He suffered from concussion, a broken nose and bone in his left arm, dislocated fingers and a shattered kneecap.
“The sorry tale began in a routine manner: the grain store was now empty and the cleaning process was a necessary chore to allow fresh grain to be stored and eliminate any beasties and bugs that can lurk in tiny crevices and contaminate fresh grain which will be in store for about 11 months. Power points are by necessity above the “grain line” which means something like five metres from a float polished concrete floor and I needed to plug the industrial hoover into one of these,” said Mr Moir.

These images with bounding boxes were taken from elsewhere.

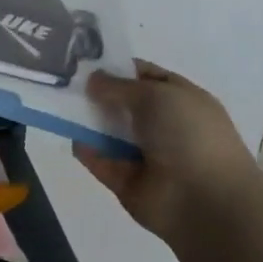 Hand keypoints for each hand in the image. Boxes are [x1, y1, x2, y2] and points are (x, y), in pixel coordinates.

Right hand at [74, 62, 262, 240]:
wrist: (204, 200)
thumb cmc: (189, 136)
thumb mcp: (156, 95)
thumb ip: (119, 85)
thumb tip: (93, 79)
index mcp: (181, 100)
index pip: (146, 77)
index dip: (118, 67)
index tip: (85, 60)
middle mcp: (163, 125)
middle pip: (122, 104)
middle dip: (96, 93)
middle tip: (62, 80)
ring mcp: (144, 155)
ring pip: (108, 131)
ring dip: (86, 120)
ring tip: (58, 104)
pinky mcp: (126, 180)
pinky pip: (99, 160)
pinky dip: (85, 150)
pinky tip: (71, 136)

“Inexplicably I reached for the extendable ladder and placed it at quite a tight angle and power flex in one hand started my ascent. As I reached the top my brain suddenly kicked into gear, have I secured the ladder at the bottom? But it was too late, in a split second I was travelling at speed, with the ladder, to a very hard landing.

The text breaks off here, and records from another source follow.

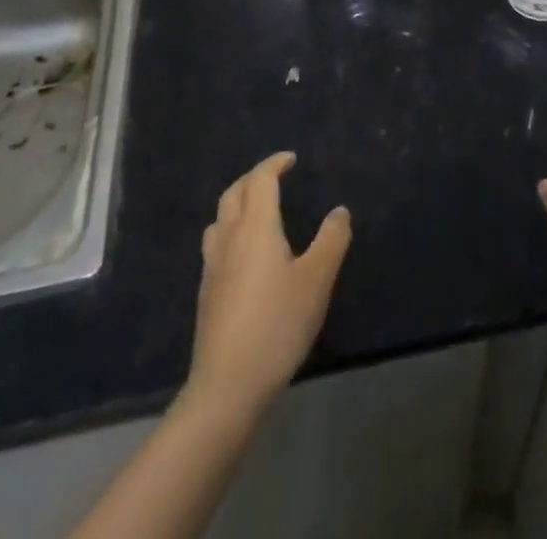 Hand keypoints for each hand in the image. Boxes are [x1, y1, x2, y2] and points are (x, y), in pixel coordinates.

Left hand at [187, 152, 351, 416]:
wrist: (227, 386)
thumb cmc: (277, 324)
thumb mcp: (316, 280)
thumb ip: (331, 240)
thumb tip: (339, 210)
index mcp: (255, 227)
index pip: (260, 180)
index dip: (274, 164)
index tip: (291, 159)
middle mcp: (229, 238)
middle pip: (234, 193)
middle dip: (253, 178)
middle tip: (275, 178)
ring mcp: (212, 267)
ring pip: (220, 218)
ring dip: (238, 204)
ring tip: (258, 210)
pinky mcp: (206, 293)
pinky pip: (217, 244)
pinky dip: (231, 231)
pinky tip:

“Fortunately I did not lose consciousness and was only aware of copious blood flow from my nose, and a numb sensation sweeping my body. After a nasty accident with a cow before, I knew that I only had a few minutes before shock would set in and I could be in real trouble as I was working alone.”
“I was able to get my mobile phone from my breast pocket and contact my son Ian who was home on leave from his work. In the few minutes Ian took to find me I realised I couldn’t stand up and the extent of my injuries – I was lucky to be alive.
“I was lucky and very fortunate to have had excellent care and repairs courtesy of NHS Grampian, it still leaves me cold to think about what happened and I have found this quite difficult to actually write as the memory’s come flooding back.”
By sharing their stories, Mr Moir and other members of NFU Scotland hope farmers will take safety more seriously while they are working.